__EXERCISE GOAL__:
Everything in the records below must be repeated exactly, except the pictures.

BEGIN INPUT DATA

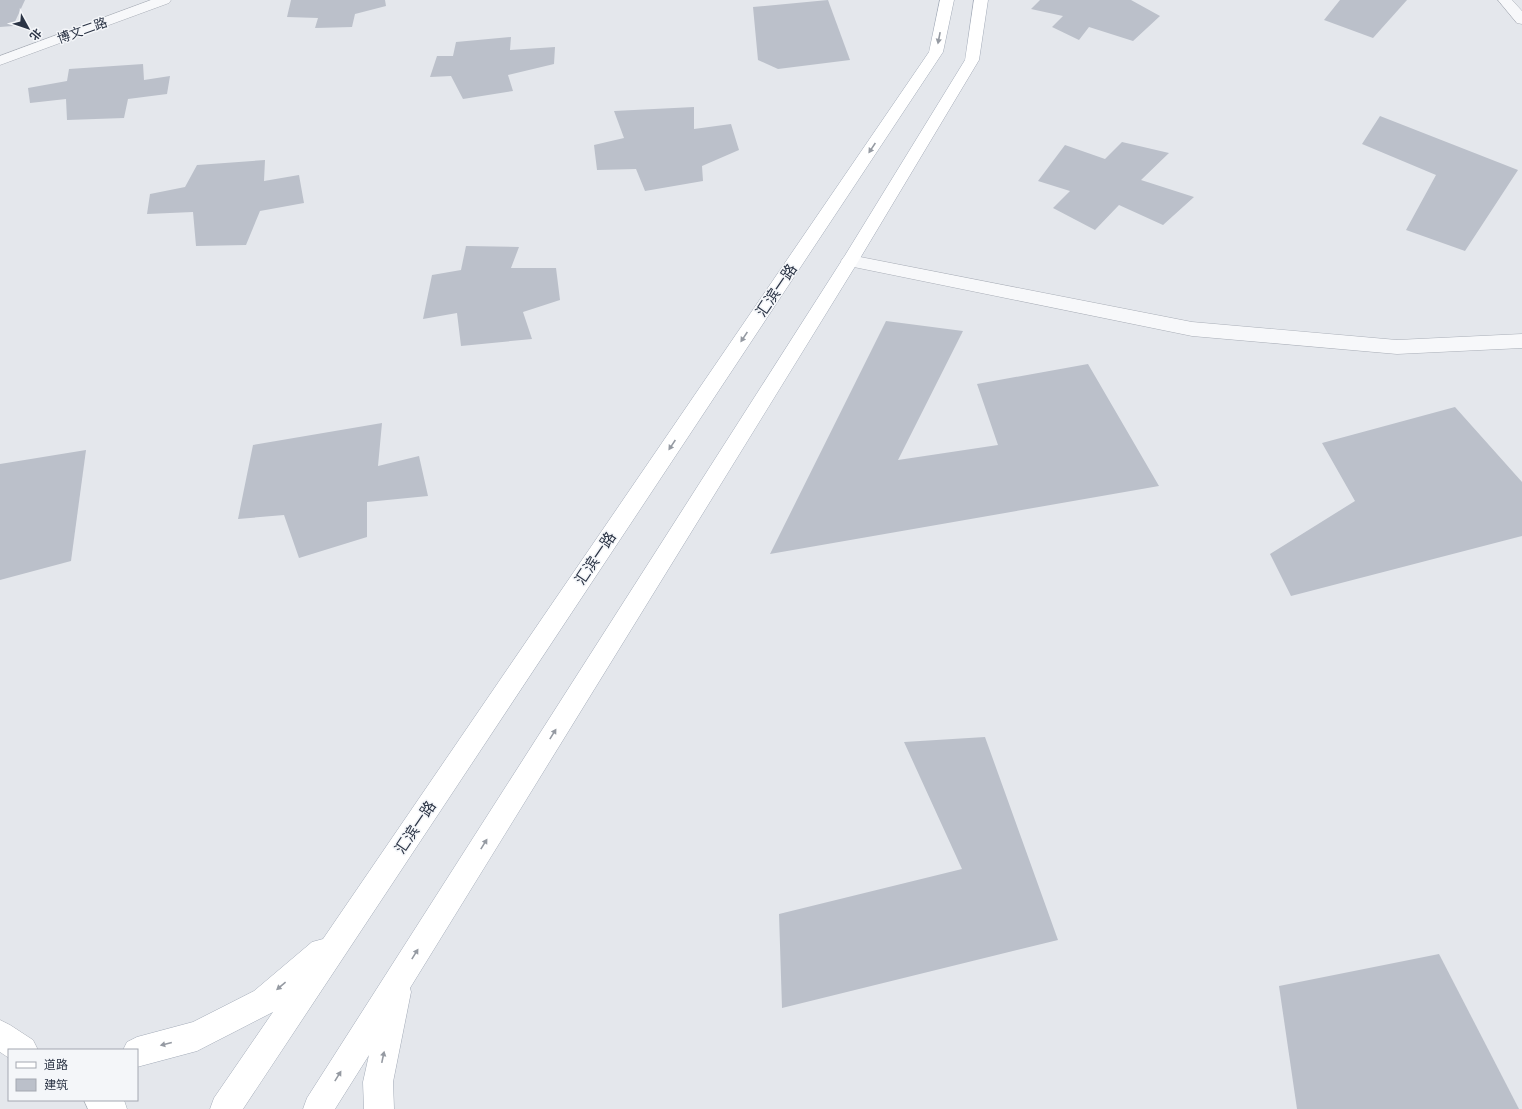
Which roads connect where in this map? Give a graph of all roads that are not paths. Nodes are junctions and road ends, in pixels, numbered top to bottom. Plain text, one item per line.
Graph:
1 (164, 0) edge
2 (947, 0) edge
3 (981, 0) edge
4 (1505, 0) edge
5 (1522, 20) edge
6 (0, 61) edge
7 (850, 261) junction
8 (1522, 341) edge
9 (343, 934) junction
10 (400, 978) junction
11 (0, 1035) edge
12 (21, 1049) edge
13 (138, 1052) edge
14 (100, 1101) edge
15 (112, 1109) edge
16 (225, 1109) edge
17 (318, 1109) edge
18 (380, 1109) edge

1 - 6 street, 博文二路
2 -> 9 main road, 汇滨一路
3 - 7 main road
4 - 5 street
7 - 8 street
10 -> 7 main road
9 -> 13 main road
9 - 16 main road, 汇滨一路
17 -> 10 main road
18 -> 10 main road
11 - 12 main road
14 - 15 main road

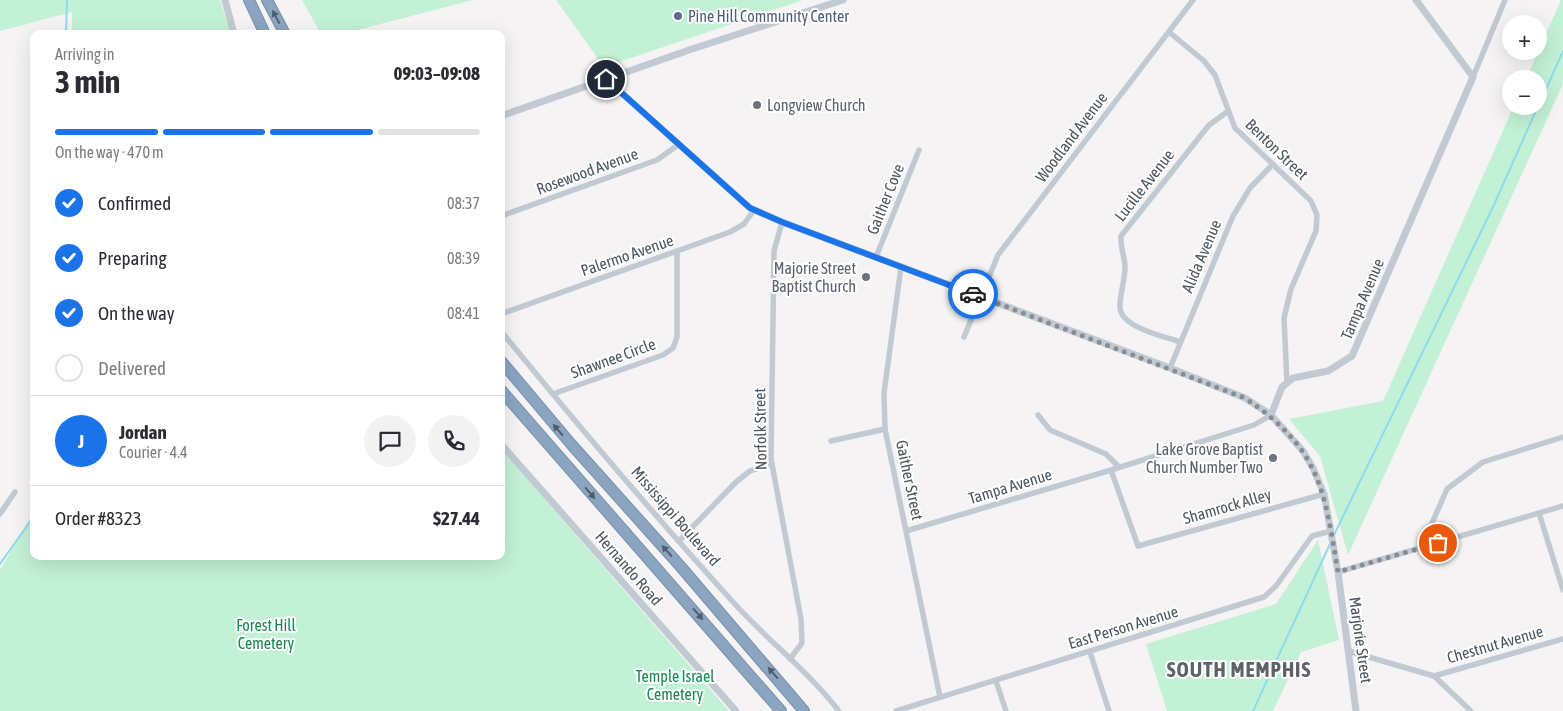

END INPUT DATA

__RESULT__:
Which roads connect where in this map? Give a graph of all roads that are not paths. Nodes are junctions and road ends, in pixels, numbered top to bottom. Plain text, one item per line.
Graph:
1 (164, 0) edge
2 (947, 0) edge
3 (981, 0) edge
4 (1505, 0) edge
5 (1522, 20) edge
6 (0, 61) edge
7 (850, 261) junction
8 (1522, 341) edge
9 (343, 934) junction
10 (400, 978) junction
11 (0, 1035) edge
12 (21, 1049) edge
13 (138, 1052) edge
14 (100, 1101) edge
15 (112, 1109) edge
16 (225, 1109) edge
17 (318, 1109) edge
18 (380, 1109) edge

1 - 6 street, 博文二路
2 -> 9 main road, 汇滨一路
3 - 7 main road
4 - 5 street
7 - 8 street
10 -> 7 main road
9 -> 13 main road
9 - 16 main road, 汇滨一路
17 -> 10 main road
18 -> 10 main road
11 - 12 main road
14 - 15 main road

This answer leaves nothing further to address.